Los tres hombres se detuvieron en el marco de la puerta. Uno de ellos gritó: “So hijo e perra, entréguese o lo matamos”. Tenían miedo de penetrar a la habitación. Pasaron unos segundos y luego se oyó una descarga. “No hay nadie, no hay nadie”, les gritó Mamá Rosa, “mátenme, mátenme”. Los hombres entraron. Y Mamá Rosa arrastrándose, los siguió. Se volvieron para mirarla. Y el que parecía más enardecido apuntó al cuerpo de Mamá Rosa. “Cuidado con la vieja. Ella sabe para dónde se ha ido”, dijo otro. Y entonces, se oyó, afuera, a la distancia, un tiro de fusil. Los tres guardas se precipitaron fuera de la habitación, con el arma al brazo. Mamá Rosa empezaba a desvanecerse, pero entre la niebla de la conciencia le pareció que una nueva detonación sonaba, más próxima, menos distante. “Es Pedrillo”, pensó. Y la cabeza, con su negra mata de pelo partida en dos y ahora ensangrentada, se doblegó sobre el suelo.

Pero los guardias volvieron. Cuando Mamá Rosa recuperó el sentido y pudo otra vez incorporarse, le pareció que Dios no era completamente justo con ella, pues le permitía vivir para ver lo que estaba viendo: Pedrillo había sido cazado por los guardias —él debía haber disparado al aire para llamarles la atención y salvarla a ella— y ahí, en el naranjo que adornaba la minúscula huerta, fronteriza a la puerta de entrada, estaba colgado de las manos, como un cuero de res, las espaldas desnudas, desgarradas y sanguinolentas. El grito de Mamá Rosa hizo volver la cara a los tres guardias. “Esto era lo que se merecía el hijo e perra. Y todavía falta, vieja p…”, aulló el que estaba restregando contra la rala hierba el cinturón manchado de rojo. Mamá Rosa veía brillar al sol de media tarde, como una llaga, esa dura espalda maciza del gigante Pedrillo que de su vientre había salido una noche, frágil y pequeñito. Ahí estaba Pedrillo, peor que un perro apaleado. “Y que Dios me perdone: como Cristo”. Sus propios dolores se le olvidaron a Mamá Rosa.

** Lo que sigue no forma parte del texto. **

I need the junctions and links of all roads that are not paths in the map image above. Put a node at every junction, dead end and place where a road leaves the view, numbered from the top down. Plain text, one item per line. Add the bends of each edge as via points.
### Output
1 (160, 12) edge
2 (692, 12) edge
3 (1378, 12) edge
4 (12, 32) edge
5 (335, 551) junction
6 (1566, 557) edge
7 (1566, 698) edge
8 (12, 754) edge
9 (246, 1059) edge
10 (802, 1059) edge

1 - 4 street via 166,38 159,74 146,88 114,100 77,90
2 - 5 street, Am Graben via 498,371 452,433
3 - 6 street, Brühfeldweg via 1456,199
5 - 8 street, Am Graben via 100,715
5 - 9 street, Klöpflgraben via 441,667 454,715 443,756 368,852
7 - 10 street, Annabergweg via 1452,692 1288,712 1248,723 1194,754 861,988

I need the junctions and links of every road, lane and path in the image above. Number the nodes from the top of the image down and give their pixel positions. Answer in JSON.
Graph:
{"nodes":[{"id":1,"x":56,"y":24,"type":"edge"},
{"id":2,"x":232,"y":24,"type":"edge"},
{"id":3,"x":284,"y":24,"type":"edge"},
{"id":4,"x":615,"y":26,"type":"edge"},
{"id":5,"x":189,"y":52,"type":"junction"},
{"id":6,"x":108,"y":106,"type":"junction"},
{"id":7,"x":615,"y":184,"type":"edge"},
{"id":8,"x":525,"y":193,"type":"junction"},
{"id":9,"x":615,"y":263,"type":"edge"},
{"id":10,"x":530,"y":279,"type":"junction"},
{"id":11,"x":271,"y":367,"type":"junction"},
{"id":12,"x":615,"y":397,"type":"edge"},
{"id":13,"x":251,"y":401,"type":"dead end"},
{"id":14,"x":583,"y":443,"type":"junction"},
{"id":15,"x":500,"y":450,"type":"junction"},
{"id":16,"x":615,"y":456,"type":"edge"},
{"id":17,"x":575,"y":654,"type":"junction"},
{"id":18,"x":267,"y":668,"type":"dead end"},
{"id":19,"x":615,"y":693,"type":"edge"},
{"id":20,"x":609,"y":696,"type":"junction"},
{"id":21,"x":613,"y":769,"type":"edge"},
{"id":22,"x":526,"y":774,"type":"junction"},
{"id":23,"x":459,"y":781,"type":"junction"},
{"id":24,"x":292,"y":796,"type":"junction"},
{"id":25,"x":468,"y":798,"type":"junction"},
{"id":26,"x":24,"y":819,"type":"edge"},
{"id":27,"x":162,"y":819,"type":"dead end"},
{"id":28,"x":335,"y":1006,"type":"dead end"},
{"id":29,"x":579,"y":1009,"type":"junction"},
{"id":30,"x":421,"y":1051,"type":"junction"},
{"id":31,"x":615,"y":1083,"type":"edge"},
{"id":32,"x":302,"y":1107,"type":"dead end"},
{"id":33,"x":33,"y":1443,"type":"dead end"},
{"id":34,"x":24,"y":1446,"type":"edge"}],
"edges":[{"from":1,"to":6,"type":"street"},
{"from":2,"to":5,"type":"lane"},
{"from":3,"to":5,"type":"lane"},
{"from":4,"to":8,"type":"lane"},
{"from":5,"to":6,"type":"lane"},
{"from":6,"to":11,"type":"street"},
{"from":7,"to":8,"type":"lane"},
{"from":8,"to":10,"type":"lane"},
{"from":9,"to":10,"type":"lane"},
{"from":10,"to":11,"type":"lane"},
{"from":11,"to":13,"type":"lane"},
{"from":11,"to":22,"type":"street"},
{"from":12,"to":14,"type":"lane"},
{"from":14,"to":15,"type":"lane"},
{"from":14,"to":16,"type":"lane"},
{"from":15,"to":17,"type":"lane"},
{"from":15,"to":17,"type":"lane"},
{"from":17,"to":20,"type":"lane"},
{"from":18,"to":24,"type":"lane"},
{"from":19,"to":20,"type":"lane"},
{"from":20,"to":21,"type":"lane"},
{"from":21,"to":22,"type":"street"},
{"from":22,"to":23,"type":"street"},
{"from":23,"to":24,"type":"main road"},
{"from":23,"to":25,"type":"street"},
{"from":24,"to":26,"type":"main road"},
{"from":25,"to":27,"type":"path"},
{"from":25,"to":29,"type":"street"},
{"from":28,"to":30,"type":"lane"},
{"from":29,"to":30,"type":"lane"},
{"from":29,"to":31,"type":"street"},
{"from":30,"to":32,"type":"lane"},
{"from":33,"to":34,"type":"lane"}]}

Ya no sentía su cuerpo, sino el cuerpo de Pedrillo. Era como si esa espalda fuera su propia carne. No. no eran sus dolores sino los dolores de Pedrillo que en ella resonaban, repercutían y desollaban la carne y el alma. Pobre Mamá Rosa con su linda mata de pelo oscuro, partida en dos, con su cabeza bíblica de madre campesina donde ahora se hundían unas manos desesperadas y trágicas. “Y todavía falta vieja p…”, volvió a aullar la voz del guardia, quien, al mismo tiempo, arranco al aire una queja con el látigo antes de dejarlo caer una y otra vez sobre la espalda. Se oyó un quejido como de animal a punto de morir, un lamento sordo y elemental que parecía llegar desde el fondo último de la Vida, desde el abismo visceral de la existencia. “Y todavía falta…”, rugió de nuevo la voz.

Mamá Rosa comprendió que ella también, como Pedrillo, estaba muriéndose. Y que iba a caer de nuevo, sobre el suelo. “Virgen de los Dolores, ayúdame”. El pecho se le rompió en sollozos. Otra vez sonaban los latigazos. “Miserables, miserables, debían matarlo más bien”. Y Mamá Rosa recordó entonces que allí, debajo de la cama, estaba el otro fusil de Pedrillo. Sí. La Virgen de los Dolores la había oído.

El primer disparo hizo un impacto imperfecto y levantó un trozo de corteza del árbol. Pero el segundo penetró en la carne martirizada y sangrante de la espalda, ahuyentando para siempre el dolor y la vida. Mamá Rosa se desplomó sobre el piso con el fusil entre las manos. Ahí quedaba con la cabeza sobre la tierra. Una cabeza como para un cuadro, con su mata de pelo negro, partida en dos.